§ Activity
In the data that follows, give the number of lines containing the word "roads". Offer no additional comment.

§ Data excerpts
·····

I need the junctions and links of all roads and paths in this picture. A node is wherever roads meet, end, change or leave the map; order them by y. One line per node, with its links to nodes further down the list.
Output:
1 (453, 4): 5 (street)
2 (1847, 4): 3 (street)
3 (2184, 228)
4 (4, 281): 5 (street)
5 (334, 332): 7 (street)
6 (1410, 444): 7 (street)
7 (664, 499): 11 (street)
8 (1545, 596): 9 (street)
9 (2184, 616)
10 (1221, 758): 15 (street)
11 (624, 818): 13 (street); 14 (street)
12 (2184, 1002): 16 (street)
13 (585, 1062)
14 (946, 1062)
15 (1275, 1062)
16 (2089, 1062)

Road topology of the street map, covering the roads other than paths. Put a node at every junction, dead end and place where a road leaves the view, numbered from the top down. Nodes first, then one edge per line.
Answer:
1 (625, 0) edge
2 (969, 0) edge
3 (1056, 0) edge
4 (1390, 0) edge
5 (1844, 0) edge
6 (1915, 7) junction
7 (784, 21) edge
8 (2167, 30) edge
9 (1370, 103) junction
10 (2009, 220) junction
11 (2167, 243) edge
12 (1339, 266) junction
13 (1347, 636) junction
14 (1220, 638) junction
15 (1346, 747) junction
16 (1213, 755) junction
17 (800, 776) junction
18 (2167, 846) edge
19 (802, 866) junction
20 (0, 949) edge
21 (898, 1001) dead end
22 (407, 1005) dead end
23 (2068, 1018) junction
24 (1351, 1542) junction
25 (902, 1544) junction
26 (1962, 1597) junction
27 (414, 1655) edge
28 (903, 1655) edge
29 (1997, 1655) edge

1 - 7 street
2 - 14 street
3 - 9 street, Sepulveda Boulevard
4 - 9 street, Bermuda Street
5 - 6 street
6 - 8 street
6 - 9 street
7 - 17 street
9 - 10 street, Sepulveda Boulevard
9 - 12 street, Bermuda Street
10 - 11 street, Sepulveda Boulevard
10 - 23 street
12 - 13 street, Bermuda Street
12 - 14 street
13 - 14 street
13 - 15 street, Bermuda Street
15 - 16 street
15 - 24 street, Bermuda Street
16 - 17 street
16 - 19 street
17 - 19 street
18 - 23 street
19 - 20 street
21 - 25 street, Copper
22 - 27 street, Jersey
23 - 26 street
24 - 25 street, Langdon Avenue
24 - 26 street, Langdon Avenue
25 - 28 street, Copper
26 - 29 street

·····

§ Answer to the problem
2